Analysis of the resulting videos revealed that during division, misoriented cells peel away, or delaminate, from the epithelium. By contrast, videos of normal tissue show epithelial cells dividing, jostling their neighbors, and then settling in an orderly block.

Gibson says that when potentially harmful cells “fall out of the epithelium” they are generally killed by apoptosis, a self-policing mechanism that eradicates damaged cells. Nakajima, in fact, had studied apoptosis in Drosophila as a PhD student at the University of Tokyo. At his suggestion, the group experimentally blocked apoptosis and observed what happened in cells once spindle orientation was disrupted.

That manipulation produced the paper’s critical result: Misoriented cells that got an experimental reprieve from protective cell death produced tumor-like growths. Even worse, cells in those masses lost all semblance of normal polarity, or shape, and switched on fruit fly homologues of human carcinoma markers.

The answer to basic questions

As Gibson and Nakajima observed, the good news for flies, sea anemones, and humans is that tissues usually succeed in killing off cellular miscreants via apoptosis. But their lab’s work suggests that if apoptosis were short-circuited by mutations in genes required for good cell death—mutations common to almost all human cancers—cells ejected from an epithelium could switch on cancer genes and flee to a different tissue. The clinical term for that phenomenon is metastasis.

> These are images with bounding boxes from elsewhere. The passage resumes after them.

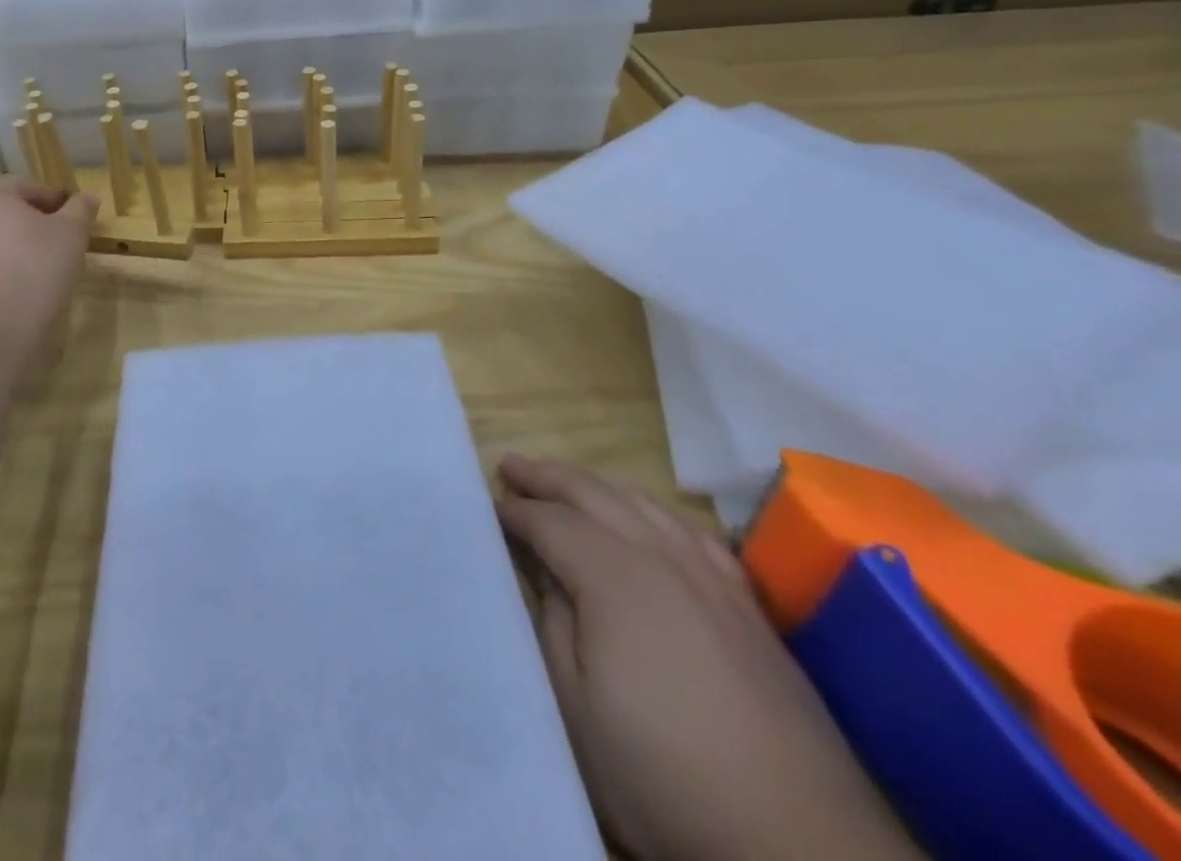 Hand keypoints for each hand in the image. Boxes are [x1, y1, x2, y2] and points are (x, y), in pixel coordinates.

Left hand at [0, 178, 96, 344]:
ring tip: (35, 278)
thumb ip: (80, 210)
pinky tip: (9, 295)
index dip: (59, 205)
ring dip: (9, 251)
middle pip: (3, 213)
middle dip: (31, 228)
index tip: (77, 227)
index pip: (30, 188)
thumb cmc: (30, 273)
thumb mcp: (70, 236)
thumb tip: (88, 196)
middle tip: (60, 253)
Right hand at [496, 457, 920, 860]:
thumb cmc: (664, 776)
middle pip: (595, 495)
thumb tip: (543, 572)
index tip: (488, 507)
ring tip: (569, 482)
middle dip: (549, 477)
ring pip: (644, 505)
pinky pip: (693, 534)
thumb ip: (553, 625)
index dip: (516, 512)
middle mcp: (663, 559)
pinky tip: (652, 521)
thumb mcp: (577, 708)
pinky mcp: (748, 609)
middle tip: (512, 465)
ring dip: (598, 486)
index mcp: (614, 577)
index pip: (551, 523)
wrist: (801, 845)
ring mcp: (712, 580)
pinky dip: (656, 513) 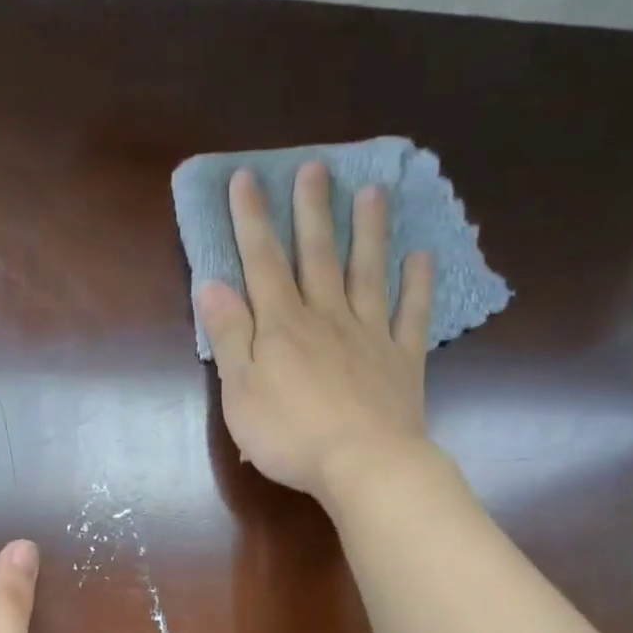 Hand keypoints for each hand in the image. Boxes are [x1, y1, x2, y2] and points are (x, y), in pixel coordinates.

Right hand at [196, 162, 435, 503]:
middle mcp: (326, 317)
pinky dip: (417, 284)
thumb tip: (211, 284)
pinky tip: (421, 257)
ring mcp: (369, 334)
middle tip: (315, 168)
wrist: (362, 464)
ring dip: (368, 231)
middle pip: (318, 255)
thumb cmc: (289, 435)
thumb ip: (227, 336)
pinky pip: (411, 314)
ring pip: (367, 273)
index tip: (246, 178)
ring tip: (372, 192)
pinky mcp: (401, 359)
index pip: (263, 262)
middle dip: (312, 211)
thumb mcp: (240, 391)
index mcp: (282, 326)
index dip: (252, 219) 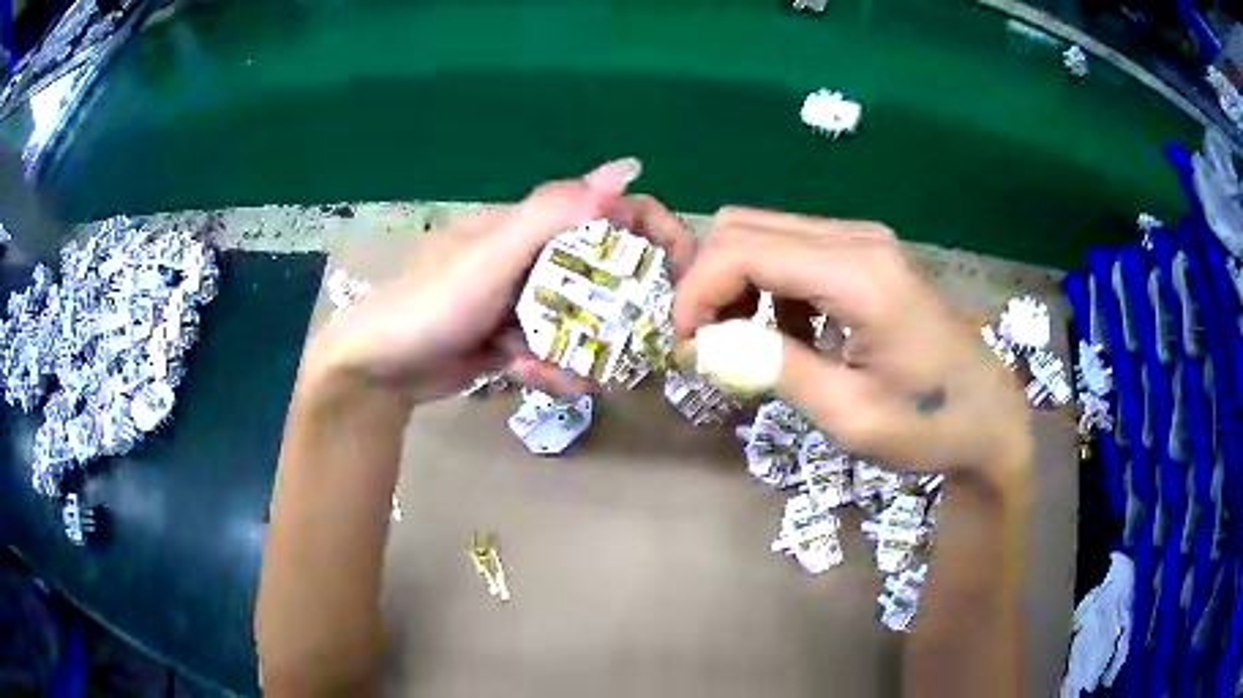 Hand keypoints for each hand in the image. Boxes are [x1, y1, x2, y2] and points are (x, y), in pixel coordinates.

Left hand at [303, 159, 694, 404]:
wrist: (378, 369)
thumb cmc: (431, 303)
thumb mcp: (492, 256)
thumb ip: (555, 213)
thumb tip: (629, 167)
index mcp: (533, 225)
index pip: (610, 211)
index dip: (653, 232)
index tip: (681, 271)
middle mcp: (535, 257)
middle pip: (605, 275)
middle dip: (619, 313)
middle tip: (629, 344)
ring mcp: (527, 302)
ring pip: (586, 323)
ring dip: (580, 353)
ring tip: (548, 371)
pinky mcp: (518, 340)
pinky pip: (558, 353)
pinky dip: (552, 370)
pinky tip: (524, 378)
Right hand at [675, 207, 1030, 477]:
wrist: (988, 416)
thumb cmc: (928, 425)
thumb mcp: (847, 414)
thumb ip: (771, 368)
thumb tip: (698, 345)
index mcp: (858, 273)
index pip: (741, 250)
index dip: (696, 293)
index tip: (685, 348)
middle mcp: (856, 237)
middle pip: (743, 227)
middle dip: (709, 284)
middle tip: (709, 347)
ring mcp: (863, 240)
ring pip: (763, 234)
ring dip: (738, 286)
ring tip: (749, 346)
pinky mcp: (866, 253)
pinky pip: (792, 250)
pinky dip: (768, 288)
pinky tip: (792, 334) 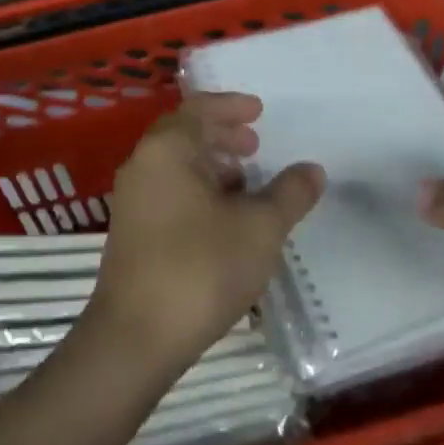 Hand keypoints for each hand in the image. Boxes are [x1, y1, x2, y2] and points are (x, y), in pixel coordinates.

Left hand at [85, 93, 324, 370]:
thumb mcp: (259, 227)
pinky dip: (198, 190)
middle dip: (222, 135)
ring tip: (246, 182)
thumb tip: (312, 170)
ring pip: (176, 166)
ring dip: (211, 165)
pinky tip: (223, 218)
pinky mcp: (131, 232)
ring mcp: (132, 201)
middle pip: (184, 134)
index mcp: (167, 150)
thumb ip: (289, 193)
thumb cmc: (201, 267)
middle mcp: (143, 166)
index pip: (199, 109)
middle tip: (255, 144)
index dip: (232, 106)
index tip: (260, 111)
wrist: (136, 338)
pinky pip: (169, 191) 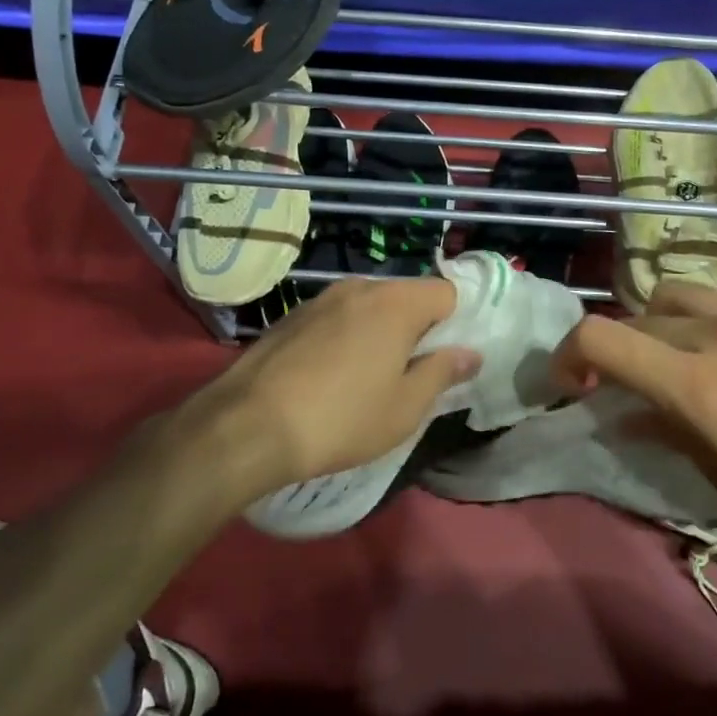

“If you disrupt mitotic spindle orientation, abnormal cells should typically die because epithelia have an intrinsic mechanism to protect themselves,” says Gibson. “But if this mechanism is compromised in a given individual, they would be vulnerable to potentially tumorigenic events.”

Overall, these studies prove that answering the most basic questions—such as what cellular mechanisms are conserved across millions of years of animal evolution—is the very basis of meeting translational goals of knowing what goes wrong in a cancer cell.